Obesity among domesticated cats is a real problem, as it puts animals at greater risk of diabetes, urinary tract infections, and other health complications. Plus, it generally decreases their quality of life and impacts their wellbeing.
Domesticated cats are predisposed to becoming obese because they don’t hunt like their wild counterparts, which means that they don’t have as much opportunity to burn calories. Cats who are kept indoors and cats who have been neutered are at particular risk.
For indoor cats
A lot of people like to keep their cats indoors so that they can guarantee their safety from things like cars and other animals, from parasites like ticks and fleas, and so that they don’t have an adverse impact on the wild rodent and bird populations.
If you are going to keep a cat indoors, it’s important that you take steps to ensure that your pet is getting enough exercise to ensure that they don’t gain weight.

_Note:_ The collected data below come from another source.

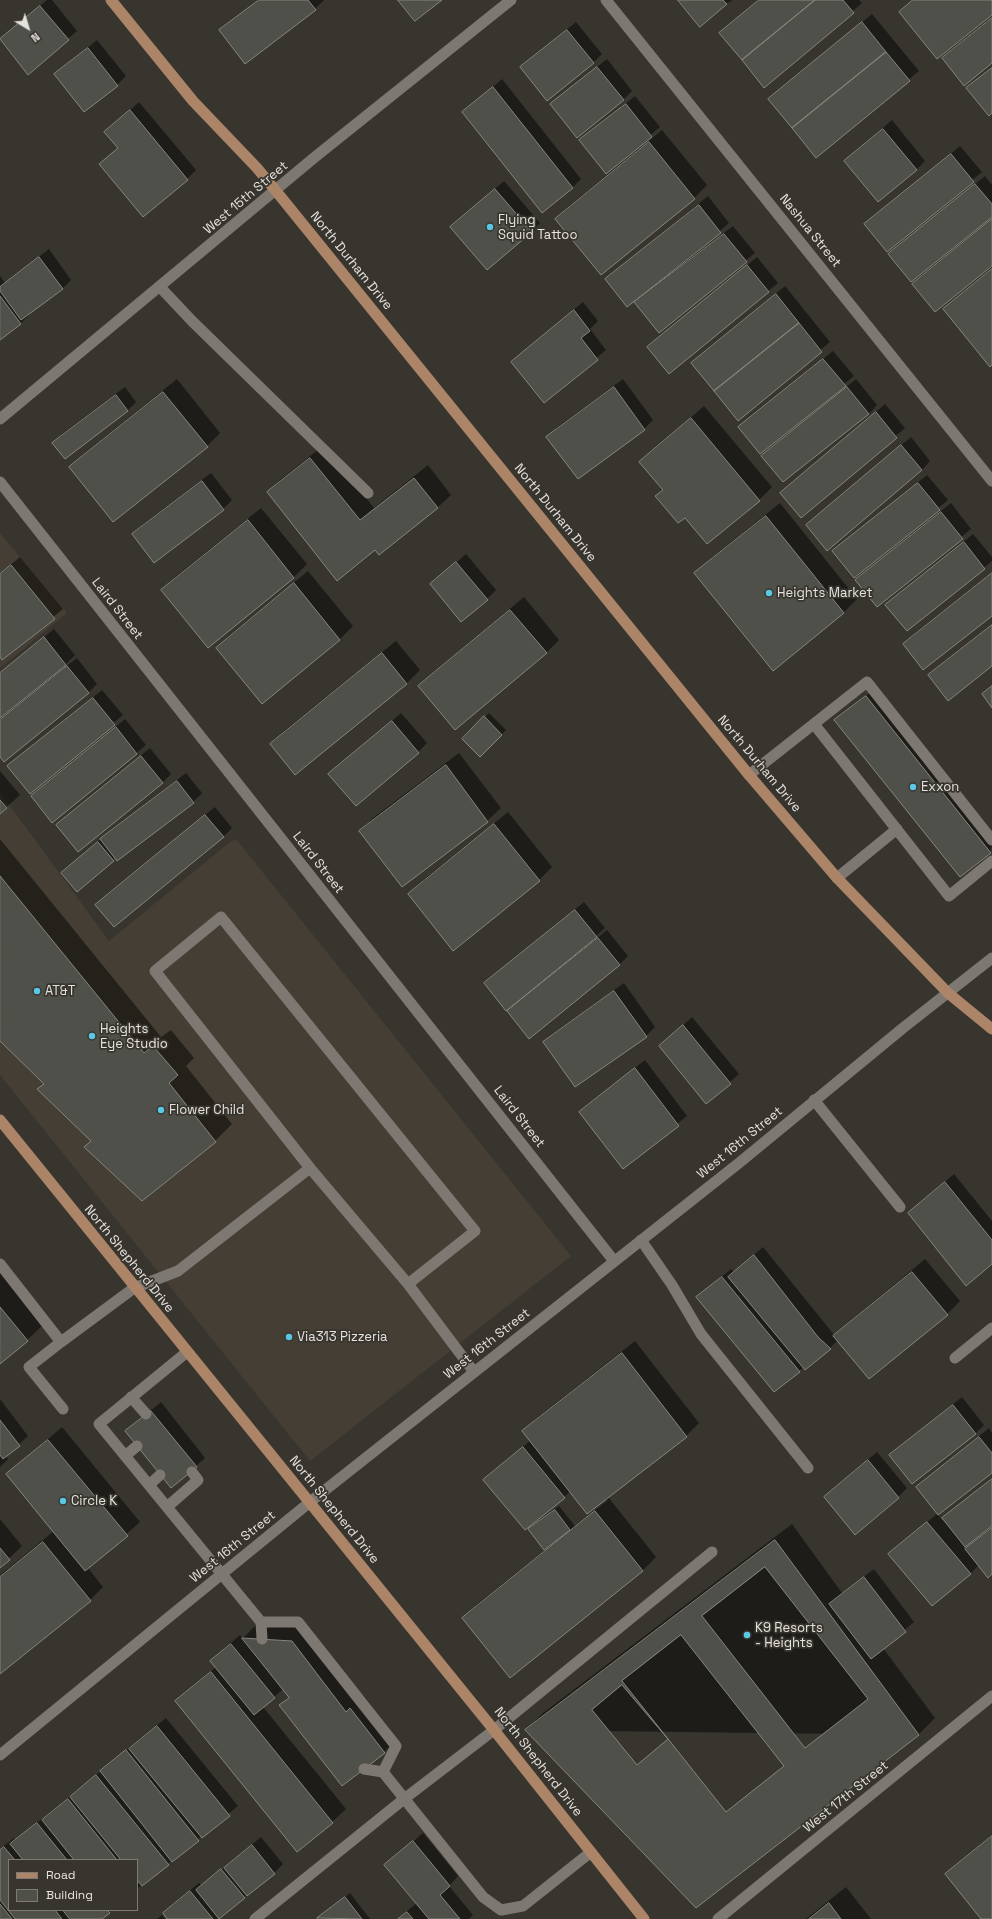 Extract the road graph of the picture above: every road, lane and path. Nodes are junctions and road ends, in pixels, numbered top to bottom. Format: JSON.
{"nodes":[{"id":1,"x":110,"y":0,"type":"edge"},
{"id":2,"x":511,"y":0,"type":"edge"},
{"id":3,"x":606,"y":0,"type":"edge"},
{"id":4,"x":276,"y":191,"type":"junction"},
{"id":5,"x":160,"y":287,"type":"junction"},
{"id":6,"x":0,"y":419,"type":"edge"},
{"id":7,"x":992,"y":480,"type":"edge"},
{"id":8,"x":0,"y":482,"type":"edge"},
{"id":9,"x":368,"y":493,"type":"dead end"},
{"id":10,"x":814,"y":724,"type":"junction"},
{"id":11,"x":749,"y":775,"type":"junction"},
{"id":12,"x":897,"y":829,"type":"junction"},
{"id":13,"x":992,"y":840,"type":"edge"},
{"id":14,"x":992,"y":861,"type":"edge"},
{"id":15,"x":837,"y":878,"type":"junction"},
{"id":16,"x":992,"y":958,"type":"edge"},
{"id":17,"x":948,"y":993,"type":"junction"},
{"id":18,"x":992,"y":1029,"type":"edge"},
{"id":19,"x":814,"y":1100,"type":"junction"},
{"id":20,"x":0,"y":1120,"type":"edge"},
{"id":21,"x":310,"y":1168,"type":"junction"},
{"id":22,"x":900,"y":1207,"type":"dead end"},
{"id":23,"x":641,"y":1240,"type":"junction"},
{"id":24,"x":614,"y":1261,"type":"junction"},
{"id":25,"x":0,"y":1264,"type":"edge"},
{"id":26,"x":408,"y":1284,"type":"junction"},
{"id":27,"x":134,"y":1288,"type":"junction"},
{"id":28,"x":992,"y":1328,"type":"edge"},
{"id":29,"x":61,"y":1342,"type":"junction"},
{"id":30,"x":187,"y":1352,"type":"junction"},
{"id":31,"x":955,"y":1358,"type":"dead end"},
{"id":32,"x":474,"y":1372,"type":"junction"},
{"id":33,"x":132,"y":1397,"type":"junction"},
{"id":34,"x":63,"y":1409,"type":"dead end"},
{"id":35,"x":146,"y":1414,"type":"dead end"},
{"id":36,"x":137,"y":1446,"type":"dead end"},
{"id":37,"x":125,"y":1456,"type":"junction"},
{"id":38,"x":808,"y":1468,"type":"dead end"},
{"id":39,"x":192,"y":1472,"type":"dead end"},
{"id":40,"x":160,"y":1475,"type":"dead end"},
{"id":41,"x":149,"y":1484,"type":"junction"},
{"id":42,"x":310,"y":1502,"type":"junction"},
{"id":43,"x":167,"y":1507,"type":"junction"},
{"id":44,"x":712,"y":1552,"type":"dead end"},
{"id":45,"x":222,"y":1574,"type":"junction"},
{"id":46,"x":261,"y":1622,"type":"junction"},
{"id":47,"x":262,"y":1639,"type":"dead end"},
{"id":48,"x":992,"y":1696,"type":"edge"},
{"id":49,"x":494,"y":1730,"type":"junction"},
{"id":50,"x":0,"y":1755,"type":"edge"},
{"id":51,"x":364,"y":1768,"type":"dead end"},
{"id":52,"x":383,"y":1772,"type":"junction"},
{"id":53,"x":404,"y":1799,"type":"junction"},
{"id":54,"x":591,"y":1852,"type":"junction"},
{"id":55,"x":255,"y":1919,"type":"edge"},
{"id":56,"x":644,"y":1919,"type":"edge"},
{"id":57,"x":718,"y":1919,"type":"edge"}],
"edges":[{"from":1,"to":4,"type":"main road","name":"North Durham Drive"},
{"from":2,"to":4,"type":"street","name":"West 15th Street"},
{"from":3,"to":7,"type":"street","name":"Nashua Street"},
{"from":4,"to":5,"type":"street","name":"West 15th Street"},
{"from":4,"to":11,"type":"main road","name":"North Durham Drive"},
{"from":5,"to":6,"type":"street","name":"West 15th Street"},
{"from":5,"to":9,"type":"street"},
{"from":8,"to":24,"type":"street","name":"Laird Street"},
{"from":10,"to":11,"type":"street"},
{"from":10,"to":12,"type":"street"},
{"from":10,"to":13,"type":"street"},
{"from":11,"to":15,"type":"main road","name":"North Durham Drive"},
{"from":12,"to":14,"type":"street"},
{"from":12,"to":15,"type":"street"},
{"from":15,"to":17,"type":"main road","name":"North Durham Drive"},
{"from":16,"to":17,"type":"street","name":"West 16th Street"},
{"from":17,"to":18,"type":"main road","name":"North Durham Drive"},
{"from":17,"to":19,"type":"street","name":"West 16th Street"},
{"from":19,"to":22,"type":"street"},
{"from":19,"to":23,"type":"street","name":"West 16th Street"},
{"from":20,"to":27,"type":"main road","name":"North Shepherd Drive"},
{"from":21,"to":26,"type":"street"},
{"from":21,"to":26,"type":"street"},
{"from":21,"to":27,"type":"street"},
{"from":23,"to":24,"type":"street","name":"West 16th Street"},
{"from":23,"to":38,"type":"street"},
{"from":24,"to":32,"type":"street","name":"West 16th Street"},
{"from":25,"to":29,"type":"street"},
{"from":26,"to":32,"type":"street"},
{"from":27,"to":29,"type":"street"},
{"from":27,"to":30,"type":"main road","name":"North Shepherd Drive"},
{"from":28,"to":31,"type":"street"},
{"from":29,"to":34,"type":"street"},
{"from":30,"to":33,"type":"street"},
{"from":30,"to":42,"type":"main road","name":"North Shepherd Drive"},
{"from":32,"to":42,"type":"street","name":"West 16th Street"},
{"from":33,"to":35,"type":"street"},
{"from":33,"to":37,"type":"street"},
{"from":36,"to":37,"type":"street"},
{"from":37,"to":41,"type":"street"},
{"from":39,"to":43,"type":"street"},
{"from":40,"to":41,"type":"street"},
{"from":41,"to":43,"type":"street"},
{"from":42,"to":45,"type":"street","name":"West 16th Street"},
{"from":42,"to":49,"type":"main road","name":"North Shepherd Drive"},
{"from":43,"to":45,"type":"street"},
{"from":44,"to":49,"type":"street"},
{"from":45,"to":46,"type":"street"},
{"from":45,"to":50,"type":"street","name":"West 16th Street"},
{"from":46,"to":47,"type":"street"},
{"from":46,"to":52,"type":"street"},
{"from":48,"to":57,"type":"street","name":"West 17th Street"},
{"from":49,"to":53,"type":"street"},
{"from":49,"to":54,"type":"main road","name":"North Shepherd Drive"},
{"from":51,"to":52,"type":"street"},
{"from":52,"to":53,"type":"street"},
{"from":53,"to":54,"type":"street"},
{"from":53,"to":55,"type":"street"},
{"from":54,"to":56,"type":"main road","name":"North Shepherd Drive"}]}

- Providing controlled access to the outdoors using a run or a ‘catio’ allows your pet to run around outside while ensuring that they are safe.
- Give your cat lots of toys to chase in the house, and ensure that you spend each time playing with them – particularly games where they run and chase things like balls.
- Your cat needs to be able to scratch, and if you don’t provide a scratching post, then your furniture is likely to bear the brunt of this urge!
- Build them tunnels or let them play in cardboard boxes to fulfill their need to explore.
For neutered cats
Once cats are neutered, they lose some of their drive to wander and explore as a lot of that need is in pursuit of finding a mate. If you notice that your cat is spending more time sleeping after being neutered, then you can try playing with them more to see if you can encourage them to exercise. It’s also a good idea to lower their food intake after they have been neutered.
Carbs are not to blame
Diamond Pet has written an excellent introduction to carbohydrates for cats and how to implement it, dispelling some of the myths about carbohydrates in cat food.
Some people blame pet foods that are high in carbohydrates for the rising rate of feline obesity, but in actual fact, carbohydrates are an excellent source of energy for your cat, which can be easily and efficiently digested.
Cat’s digestive systems are designed for several small meals throughout the day, which dry pet foods held together with carbohydrates are well suited to.
The key to preventing obesity in cats is finding good quality pet food that will give your pet the energy it needs and ensure that you are not over feeding them. It can be helpful to measure pet food to ensure that you aren’t overdoing it, and if there are multiple people in the house, keep a log of who has fed the cat and when so that you don’t accidentally feed them too many times.